(Entries taken from a collection)

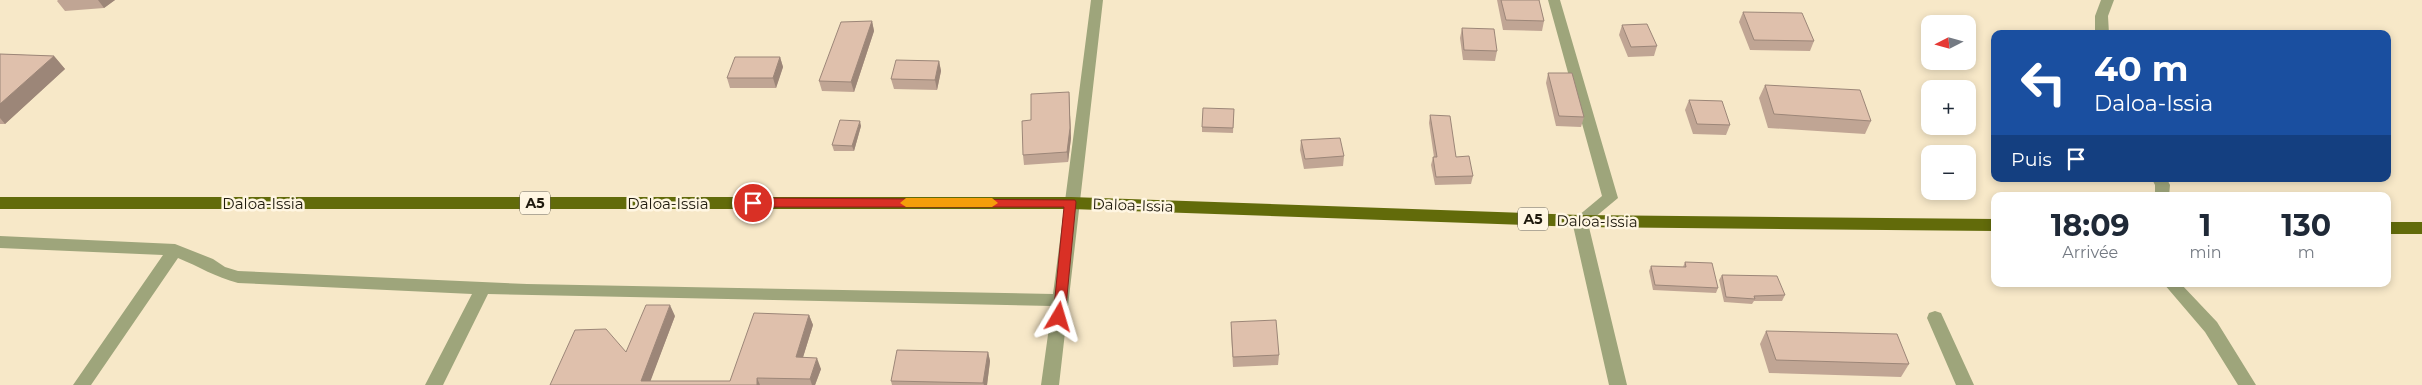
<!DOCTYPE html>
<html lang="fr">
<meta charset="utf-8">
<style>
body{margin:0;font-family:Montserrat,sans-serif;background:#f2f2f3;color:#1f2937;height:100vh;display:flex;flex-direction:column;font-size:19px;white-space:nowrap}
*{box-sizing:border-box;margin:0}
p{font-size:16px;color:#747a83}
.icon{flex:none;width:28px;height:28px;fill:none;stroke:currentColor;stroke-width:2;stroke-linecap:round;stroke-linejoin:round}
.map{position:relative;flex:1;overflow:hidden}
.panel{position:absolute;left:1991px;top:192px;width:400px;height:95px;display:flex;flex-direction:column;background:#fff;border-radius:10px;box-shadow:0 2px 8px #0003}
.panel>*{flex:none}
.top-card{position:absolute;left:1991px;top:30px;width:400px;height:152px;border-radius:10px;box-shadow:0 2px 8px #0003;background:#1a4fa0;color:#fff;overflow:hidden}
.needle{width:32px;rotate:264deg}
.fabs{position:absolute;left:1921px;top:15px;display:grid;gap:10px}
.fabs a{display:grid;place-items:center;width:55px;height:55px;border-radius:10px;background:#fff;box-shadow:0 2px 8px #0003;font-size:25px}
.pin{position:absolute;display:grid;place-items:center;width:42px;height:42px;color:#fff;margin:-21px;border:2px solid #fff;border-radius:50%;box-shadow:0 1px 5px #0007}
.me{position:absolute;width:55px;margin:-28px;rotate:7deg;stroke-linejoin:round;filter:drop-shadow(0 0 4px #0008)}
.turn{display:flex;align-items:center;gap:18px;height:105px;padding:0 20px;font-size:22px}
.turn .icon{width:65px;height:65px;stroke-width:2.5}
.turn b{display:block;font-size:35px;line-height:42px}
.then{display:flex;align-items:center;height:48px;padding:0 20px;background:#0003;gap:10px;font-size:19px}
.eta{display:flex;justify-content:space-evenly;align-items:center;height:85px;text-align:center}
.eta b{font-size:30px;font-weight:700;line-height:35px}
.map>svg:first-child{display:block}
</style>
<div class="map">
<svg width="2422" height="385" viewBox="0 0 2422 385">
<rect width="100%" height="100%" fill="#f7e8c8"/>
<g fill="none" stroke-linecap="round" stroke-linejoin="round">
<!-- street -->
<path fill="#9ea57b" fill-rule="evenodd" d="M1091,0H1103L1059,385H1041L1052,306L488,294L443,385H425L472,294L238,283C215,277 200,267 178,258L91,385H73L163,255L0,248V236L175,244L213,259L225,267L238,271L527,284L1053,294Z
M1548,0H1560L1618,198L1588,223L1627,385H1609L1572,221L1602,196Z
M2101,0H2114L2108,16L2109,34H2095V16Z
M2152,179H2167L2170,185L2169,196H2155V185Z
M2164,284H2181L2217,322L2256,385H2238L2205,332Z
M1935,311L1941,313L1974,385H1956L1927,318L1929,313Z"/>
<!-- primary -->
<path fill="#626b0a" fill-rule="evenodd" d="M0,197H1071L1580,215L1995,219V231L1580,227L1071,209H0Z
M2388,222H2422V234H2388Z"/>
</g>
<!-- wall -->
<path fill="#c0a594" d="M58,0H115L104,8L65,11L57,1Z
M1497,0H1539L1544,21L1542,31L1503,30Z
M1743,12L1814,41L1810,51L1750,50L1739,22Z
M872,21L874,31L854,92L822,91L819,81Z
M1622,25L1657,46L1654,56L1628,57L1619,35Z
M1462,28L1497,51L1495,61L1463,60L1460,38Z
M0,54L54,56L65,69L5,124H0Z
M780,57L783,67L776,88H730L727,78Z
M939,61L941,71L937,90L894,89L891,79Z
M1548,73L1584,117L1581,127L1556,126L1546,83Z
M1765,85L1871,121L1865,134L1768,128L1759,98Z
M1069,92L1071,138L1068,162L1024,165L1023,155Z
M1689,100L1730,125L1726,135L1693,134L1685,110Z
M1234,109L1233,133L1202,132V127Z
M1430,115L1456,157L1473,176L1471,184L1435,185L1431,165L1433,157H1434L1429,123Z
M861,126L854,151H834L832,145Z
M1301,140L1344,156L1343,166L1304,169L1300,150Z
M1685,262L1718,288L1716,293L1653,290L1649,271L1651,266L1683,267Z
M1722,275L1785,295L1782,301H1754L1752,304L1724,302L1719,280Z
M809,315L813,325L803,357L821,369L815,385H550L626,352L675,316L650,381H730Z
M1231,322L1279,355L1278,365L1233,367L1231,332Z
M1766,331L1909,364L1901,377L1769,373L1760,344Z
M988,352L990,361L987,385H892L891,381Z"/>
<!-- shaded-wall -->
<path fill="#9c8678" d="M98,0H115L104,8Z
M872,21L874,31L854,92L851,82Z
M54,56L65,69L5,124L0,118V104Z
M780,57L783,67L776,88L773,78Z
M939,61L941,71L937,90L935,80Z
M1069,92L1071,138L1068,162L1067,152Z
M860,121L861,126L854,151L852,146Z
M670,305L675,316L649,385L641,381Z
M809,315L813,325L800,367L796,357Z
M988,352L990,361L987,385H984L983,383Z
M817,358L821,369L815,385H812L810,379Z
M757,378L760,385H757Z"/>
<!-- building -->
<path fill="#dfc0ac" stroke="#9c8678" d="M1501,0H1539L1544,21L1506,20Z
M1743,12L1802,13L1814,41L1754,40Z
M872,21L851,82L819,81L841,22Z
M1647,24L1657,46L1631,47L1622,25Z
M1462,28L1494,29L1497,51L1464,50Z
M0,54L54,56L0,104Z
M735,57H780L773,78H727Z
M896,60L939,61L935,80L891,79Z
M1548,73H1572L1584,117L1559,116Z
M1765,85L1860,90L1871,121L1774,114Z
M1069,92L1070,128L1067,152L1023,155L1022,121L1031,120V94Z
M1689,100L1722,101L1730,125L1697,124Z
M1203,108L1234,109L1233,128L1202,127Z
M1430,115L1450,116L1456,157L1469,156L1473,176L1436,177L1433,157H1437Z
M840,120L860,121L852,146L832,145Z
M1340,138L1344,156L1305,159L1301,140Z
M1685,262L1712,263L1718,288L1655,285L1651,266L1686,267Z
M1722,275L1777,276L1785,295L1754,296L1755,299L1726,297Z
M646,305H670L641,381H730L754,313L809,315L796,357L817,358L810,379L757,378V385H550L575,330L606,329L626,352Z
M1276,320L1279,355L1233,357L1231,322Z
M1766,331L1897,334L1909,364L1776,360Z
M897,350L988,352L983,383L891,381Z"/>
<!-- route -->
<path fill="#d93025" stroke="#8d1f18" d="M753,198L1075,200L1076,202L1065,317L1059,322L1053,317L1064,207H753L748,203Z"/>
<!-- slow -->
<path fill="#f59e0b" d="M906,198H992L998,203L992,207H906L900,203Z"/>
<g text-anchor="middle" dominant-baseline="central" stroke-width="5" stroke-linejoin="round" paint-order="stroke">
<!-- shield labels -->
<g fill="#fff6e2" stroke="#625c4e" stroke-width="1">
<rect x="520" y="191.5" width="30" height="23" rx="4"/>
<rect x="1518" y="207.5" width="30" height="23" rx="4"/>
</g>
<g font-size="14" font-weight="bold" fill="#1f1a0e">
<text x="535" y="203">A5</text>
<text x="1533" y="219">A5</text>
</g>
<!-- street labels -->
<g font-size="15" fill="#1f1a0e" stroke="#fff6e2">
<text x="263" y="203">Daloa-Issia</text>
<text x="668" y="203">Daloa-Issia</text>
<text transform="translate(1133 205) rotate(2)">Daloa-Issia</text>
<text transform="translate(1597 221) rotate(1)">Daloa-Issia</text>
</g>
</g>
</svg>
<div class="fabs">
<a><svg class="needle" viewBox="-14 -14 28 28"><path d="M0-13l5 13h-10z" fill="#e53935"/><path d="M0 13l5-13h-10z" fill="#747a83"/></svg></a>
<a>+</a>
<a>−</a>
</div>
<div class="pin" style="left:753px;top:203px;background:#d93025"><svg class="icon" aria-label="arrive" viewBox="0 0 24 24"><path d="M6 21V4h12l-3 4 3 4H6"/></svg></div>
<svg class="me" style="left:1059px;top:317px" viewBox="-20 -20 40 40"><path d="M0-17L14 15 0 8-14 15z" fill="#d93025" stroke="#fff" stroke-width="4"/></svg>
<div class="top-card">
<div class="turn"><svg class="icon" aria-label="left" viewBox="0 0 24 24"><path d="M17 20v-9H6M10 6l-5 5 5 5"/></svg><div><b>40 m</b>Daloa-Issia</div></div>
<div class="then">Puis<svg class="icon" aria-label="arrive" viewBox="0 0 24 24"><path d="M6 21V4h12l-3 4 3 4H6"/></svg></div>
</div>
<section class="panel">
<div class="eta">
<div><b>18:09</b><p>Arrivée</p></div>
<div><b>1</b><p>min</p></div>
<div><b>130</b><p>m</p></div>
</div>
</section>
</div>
--
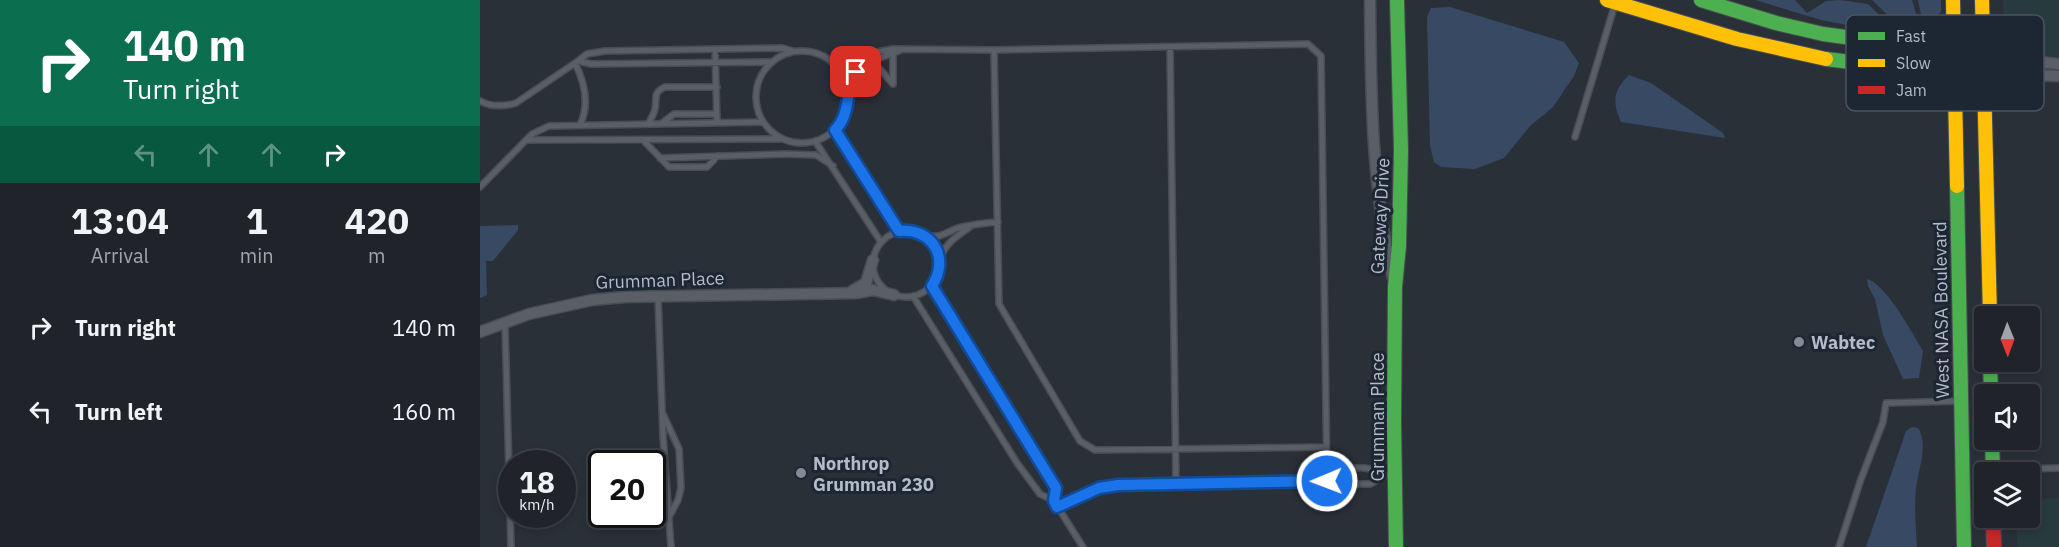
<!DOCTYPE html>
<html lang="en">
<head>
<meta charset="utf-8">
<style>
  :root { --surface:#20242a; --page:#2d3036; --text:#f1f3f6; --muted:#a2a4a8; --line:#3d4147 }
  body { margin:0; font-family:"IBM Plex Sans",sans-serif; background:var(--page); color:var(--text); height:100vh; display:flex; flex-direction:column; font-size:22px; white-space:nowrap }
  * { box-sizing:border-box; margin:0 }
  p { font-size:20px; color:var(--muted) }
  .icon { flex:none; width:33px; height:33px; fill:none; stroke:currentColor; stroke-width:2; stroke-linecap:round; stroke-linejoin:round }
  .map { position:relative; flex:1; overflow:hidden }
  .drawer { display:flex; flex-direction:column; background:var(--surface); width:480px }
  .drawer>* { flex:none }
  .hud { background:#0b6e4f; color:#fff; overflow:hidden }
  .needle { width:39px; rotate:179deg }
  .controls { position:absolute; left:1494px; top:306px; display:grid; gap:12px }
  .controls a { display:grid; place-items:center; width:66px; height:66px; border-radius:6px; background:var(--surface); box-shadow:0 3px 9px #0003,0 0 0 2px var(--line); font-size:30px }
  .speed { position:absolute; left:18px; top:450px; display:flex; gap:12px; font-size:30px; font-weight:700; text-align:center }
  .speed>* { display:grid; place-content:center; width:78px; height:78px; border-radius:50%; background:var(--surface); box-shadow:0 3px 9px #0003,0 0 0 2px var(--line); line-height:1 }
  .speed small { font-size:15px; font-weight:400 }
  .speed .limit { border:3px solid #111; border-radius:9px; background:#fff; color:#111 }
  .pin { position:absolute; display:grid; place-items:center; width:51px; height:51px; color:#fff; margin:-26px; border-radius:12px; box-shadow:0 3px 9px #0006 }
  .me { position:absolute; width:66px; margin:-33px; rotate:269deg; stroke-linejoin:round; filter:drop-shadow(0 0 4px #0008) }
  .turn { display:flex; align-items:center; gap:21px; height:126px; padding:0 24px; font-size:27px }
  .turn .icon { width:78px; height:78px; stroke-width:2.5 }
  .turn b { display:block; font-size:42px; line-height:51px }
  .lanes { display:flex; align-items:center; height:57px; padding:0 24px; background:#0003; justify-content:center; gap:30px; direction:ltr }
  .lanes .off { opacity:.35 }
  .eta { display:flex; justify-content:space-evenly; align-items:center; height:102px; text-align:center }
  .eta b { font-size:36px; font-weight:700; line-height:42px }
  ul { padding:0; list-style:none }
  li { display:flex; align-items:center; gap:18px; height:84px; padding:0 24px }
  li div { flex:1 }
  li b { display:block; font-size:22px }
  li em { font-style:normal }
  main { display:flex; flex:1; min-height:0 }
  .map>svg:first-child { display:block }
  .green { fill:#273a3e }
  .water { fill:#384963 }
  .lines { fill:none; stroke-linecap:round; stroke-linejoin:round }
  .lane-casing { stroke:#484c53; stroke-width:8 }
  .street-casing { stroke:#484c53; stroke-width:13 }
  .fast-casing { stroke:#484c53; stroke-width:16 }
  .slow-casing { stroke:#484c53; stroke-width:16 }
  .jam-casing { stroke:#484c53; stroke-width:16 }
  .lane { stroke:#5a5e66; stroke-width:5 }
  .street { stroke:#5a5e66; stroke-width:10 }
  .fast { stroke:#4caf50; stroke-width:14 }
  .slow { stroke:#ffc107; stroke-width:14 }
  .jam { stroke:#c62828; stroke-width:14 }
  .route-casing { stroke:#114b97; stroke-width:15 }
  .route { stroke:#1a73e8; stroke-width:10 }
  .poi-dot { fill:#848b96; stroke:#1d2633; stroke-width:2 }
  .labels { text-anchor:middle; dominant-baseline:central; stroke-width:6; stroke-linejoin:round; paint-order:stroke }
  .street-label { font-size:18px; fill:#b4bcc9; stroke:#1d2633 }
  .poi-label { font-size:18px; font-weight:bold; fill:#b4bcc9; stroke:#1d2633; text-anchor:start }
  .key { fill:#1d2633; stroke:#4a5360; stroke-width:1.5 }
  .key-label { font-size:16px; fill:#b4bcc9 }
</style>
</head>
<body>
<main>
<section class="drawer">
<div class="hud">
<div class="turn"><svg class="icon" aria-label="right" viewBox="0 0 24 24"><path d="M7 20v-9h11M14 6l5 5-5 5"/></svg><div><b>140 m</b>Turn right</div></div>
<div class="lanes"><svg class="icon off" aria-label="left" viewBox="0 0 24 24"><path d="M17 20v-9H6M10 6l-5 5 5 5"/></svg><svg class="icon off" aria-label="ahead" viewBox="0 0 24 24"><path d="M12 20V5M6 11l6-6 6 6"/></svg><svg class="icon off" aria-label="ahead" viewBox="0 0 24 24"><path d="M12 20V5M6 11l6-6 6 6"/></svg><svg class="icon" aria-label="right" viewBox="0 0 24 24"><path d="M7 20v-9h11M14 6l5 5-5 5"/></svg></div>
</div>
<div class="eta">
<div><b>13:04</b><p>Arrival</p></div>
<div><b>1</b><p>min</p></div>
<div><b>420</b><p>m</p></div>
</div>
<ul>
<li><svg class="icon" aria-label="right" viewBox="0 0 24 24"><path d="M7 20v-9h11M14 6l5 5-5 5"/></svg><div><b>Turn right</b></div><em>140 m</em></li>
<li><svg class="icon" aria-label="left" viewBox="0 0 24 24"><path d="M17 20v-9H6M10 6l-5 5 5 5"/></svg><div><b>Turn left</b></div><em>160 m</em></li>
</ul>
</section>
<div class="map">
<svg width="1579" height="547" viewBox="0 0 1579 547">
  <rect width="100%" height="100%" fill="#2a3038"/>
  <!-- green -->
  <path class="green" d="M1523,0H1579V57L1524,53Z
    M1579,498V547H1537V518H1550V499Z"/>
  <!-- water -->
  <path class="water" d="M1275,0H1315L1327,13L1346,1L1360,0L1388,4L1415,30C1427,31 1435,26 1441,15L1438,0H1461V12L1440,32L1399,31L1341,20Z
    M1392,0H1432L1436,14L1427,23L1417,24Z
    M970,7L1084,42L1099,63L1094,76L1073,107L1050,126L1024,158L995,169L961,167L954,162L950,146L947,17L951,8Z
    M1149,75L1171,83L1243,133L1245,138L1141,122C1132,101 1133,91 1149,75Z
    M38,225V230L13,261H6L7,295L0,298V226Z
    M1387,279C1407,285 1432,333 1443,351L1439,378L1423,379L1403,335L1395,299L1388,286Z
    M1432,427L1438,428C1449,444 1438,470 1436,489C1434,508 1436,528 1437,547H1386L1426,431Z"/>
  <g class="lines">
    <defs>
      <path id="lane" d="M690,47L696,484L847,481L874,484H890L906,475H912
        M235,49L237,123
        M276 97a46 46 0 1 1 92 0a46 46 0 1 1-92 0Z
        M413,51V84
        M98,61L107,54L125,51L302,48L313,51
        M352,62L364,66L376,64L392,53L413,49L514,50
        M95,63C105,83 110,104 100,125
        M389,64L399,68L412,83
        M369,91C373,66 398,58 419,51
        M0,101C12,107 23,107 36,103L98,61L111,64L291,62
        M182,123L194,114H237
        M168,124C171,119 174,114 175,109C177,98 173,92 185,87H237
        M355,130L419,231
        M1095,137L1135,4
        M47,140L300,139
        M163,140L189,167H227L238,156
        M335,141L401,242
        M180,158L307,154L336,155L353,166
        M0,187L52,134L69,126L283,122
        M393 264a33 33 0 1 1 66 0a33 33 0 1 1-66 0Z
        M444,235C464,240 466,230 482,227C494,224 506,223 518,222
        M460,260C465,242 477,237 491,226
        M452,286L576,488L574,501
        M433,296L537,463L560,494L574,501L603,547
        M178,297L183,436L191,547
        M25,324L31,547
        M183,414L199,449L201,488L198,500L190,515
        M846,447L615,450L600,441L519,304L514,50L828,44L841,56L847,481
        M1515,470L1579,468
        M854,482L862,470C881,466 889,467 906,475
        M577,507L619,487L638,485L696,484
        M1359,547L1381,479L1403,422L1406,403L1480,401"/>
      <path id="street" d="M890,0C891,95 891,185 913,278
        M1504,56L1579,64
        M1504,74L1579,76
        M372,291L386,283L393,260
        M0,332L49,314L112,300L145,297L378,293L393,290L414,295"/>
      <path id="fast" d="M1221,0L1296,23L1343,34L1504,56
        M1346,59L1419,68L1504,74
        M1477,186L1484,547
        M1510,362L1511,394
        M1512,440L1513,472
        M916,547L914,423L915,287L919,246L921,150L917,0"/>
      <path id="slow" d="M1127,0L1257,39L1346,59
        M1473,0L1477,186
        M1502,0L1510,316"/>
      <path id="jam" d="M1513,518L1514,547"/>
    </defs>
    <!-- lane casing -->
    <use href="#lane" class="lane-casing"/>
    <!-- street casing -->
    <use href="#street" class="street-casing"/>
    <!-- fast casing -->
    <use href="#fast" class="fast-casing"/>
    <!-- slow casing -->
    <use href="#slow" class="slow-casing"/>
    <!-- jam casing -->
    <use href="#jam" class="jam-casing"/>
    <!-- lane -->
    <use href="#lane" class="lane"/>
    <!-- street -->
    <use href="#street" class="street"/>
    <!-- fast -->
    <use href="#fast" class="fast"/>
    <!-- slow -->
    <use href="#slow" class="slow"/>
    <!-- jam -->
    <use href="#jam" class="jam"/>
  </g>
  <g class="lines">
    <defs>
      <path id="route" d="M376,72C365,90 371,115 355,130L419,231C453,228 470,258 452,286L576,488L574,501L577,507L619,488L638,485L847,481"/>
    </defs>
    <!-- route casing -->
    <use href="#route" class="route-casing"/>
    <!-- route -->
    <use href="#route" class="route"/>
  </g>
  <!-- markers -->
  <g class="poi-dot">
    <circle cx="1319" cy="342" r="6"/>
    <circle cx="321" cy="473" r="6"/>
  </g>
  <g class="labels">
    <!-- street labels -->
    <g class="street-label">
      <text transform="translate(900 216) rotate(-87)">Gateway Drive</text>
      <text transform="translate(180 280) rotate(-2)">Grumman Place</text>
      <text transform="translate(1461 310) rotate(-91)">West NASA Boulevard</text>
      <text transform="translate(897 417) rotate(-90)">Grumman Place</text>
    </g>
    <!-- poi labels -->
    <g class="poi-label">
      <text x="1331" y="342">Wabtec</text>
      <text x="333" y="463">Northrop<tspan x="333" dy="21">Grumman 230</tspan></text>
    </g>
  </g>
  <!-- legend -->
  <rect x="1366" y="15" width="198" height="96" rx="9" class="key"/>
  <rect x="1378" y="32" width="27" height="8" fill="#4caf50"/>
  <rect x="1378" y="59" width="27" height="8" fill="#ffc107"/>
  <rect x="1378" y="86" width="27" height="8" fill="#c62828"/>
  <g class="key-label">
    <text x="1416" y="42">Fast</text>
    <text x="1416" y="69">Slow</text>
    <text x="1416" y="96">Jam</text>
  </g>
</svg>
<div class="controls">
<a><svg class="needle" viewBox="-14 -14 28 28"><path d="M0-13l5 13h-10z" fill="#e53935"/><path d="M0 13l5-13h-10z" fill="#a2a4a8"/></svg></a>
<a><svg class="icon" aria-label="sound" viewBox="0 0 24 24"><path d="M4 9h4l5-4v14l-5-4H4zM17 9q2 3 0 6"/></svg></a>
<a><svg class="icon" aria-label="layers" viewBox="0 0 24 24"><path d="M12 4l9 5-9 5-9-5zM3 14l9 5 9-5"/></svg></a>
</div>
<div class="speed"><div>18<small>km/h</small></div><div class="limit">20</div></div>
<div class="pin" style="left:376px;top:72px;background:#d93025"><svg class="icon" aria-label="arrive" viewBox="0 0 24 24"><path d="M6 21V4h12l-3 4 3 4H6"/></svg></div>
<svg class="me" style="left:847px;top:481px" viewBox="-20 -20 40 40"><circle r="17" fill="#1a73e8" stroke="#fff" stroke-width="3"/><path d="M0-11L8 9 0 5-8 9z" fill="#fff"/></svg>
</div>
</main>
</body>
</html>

*What you are asked to do*
From the entries above, write out only the lines starting at the line that holds "M1689,100L1730,125L1726,135L1693,134L1685,110Z" and ending at the line that holds "M1685,262L1718,288L1716,293L1653,290L1649,271L1651,266L1683,267Z", keeping both and matching them exactly.

*Exercise response*
M1689,100L1730,125L1726,135L1693,134L1685,110Z
M1234,109L1233,133L1202,132V127Z
M1430,115L1456,157L1473,176L1471,184L1435,185L1431,165L1433,157H1434L1429,123Z
M861,126L854,151H834L832,145Z
M1301,140L1344,156L1343,166L1304,169L1300,150Z
M1685,262L1718,288L1716,293L1653,290L1649,271L1651,266L1683,267Z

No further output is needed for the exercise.